### WHAT THE EXERCISE ASKS
Leaving every picture out, please return exactly the lines from the top of the material below through the line with "index mcp: (294, 514)", both included.
═════ EXERCISE MATERIALS ═════
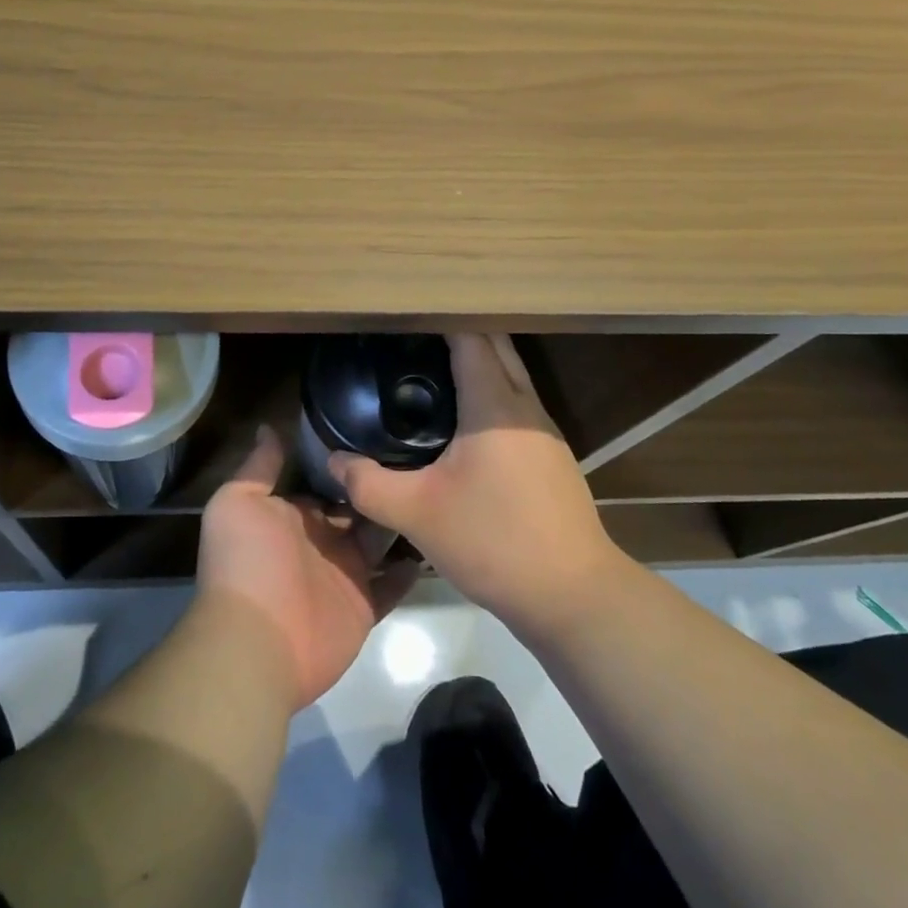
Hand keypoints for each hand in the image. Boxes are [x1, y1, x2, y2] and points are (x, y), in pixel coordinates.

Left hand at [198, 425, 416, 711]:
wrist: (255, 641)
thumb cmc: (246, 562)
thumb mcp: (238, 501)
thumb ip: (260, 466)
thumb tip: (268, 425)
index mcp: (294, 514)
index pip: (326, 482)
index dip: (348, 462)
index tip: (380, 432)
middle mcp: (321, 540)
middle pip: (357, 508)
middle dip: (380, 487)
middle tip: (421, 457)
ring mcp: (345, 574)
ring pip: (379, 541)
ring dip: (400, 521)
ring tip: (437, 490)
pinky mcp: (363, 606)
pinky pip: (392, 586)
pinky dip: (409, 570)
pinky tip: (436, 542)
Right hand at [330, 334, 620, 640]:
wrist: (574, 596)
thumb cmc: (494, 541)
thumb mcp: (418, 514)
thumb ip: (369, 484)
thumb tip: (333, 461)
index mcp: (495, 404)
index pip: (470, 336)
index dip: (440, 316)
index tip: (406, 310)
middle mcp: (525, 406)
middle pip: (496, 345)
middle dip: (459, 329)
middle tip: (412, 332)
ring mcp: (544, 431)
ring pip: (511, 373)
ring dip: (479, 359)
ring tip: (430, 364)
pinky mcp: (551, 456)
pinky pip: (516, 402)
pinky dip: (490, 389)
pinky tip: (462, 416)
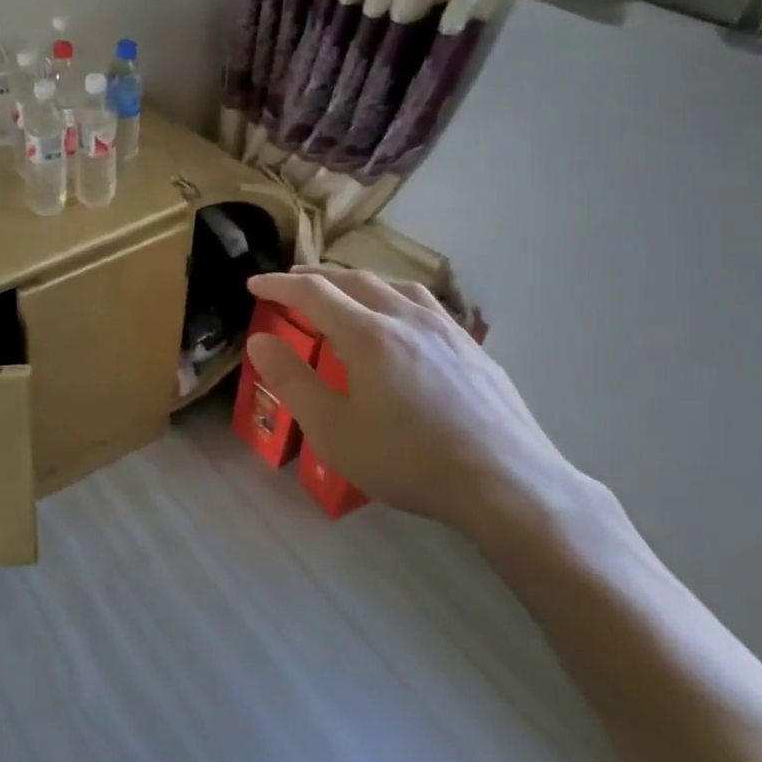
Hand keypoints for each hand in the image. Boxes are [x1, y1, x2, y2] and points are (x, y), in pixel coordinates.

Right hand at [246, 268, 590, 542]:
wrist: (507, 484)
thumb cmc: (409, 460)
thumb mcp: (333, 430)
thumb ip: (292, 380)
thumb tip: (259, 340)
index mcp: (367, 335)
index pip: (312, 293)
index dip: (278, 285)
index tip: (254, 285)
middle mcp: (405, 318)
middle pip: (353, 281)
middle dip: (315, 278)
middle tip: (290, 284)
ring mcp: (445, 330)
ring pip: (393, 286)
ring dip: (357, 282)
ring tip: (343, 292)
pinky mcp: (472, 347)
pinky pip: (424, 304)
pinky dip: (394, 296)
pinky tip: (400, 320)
═════
### RESULT FOR THIS EXERCISE
Hand keypoints for each hand in the image. Boxes are [x1, y1, x2, y2] and points are (x, y), in pixel coordinates.

Left hand at [198, 425, 416, 711]:
wrist: (255, 641)
thumb cmc: (246, 562)
thumb mcp: (238, 501)
thumb ip: (260, 466)
thumb tip: (268, 425)
index mcp: (294, 514)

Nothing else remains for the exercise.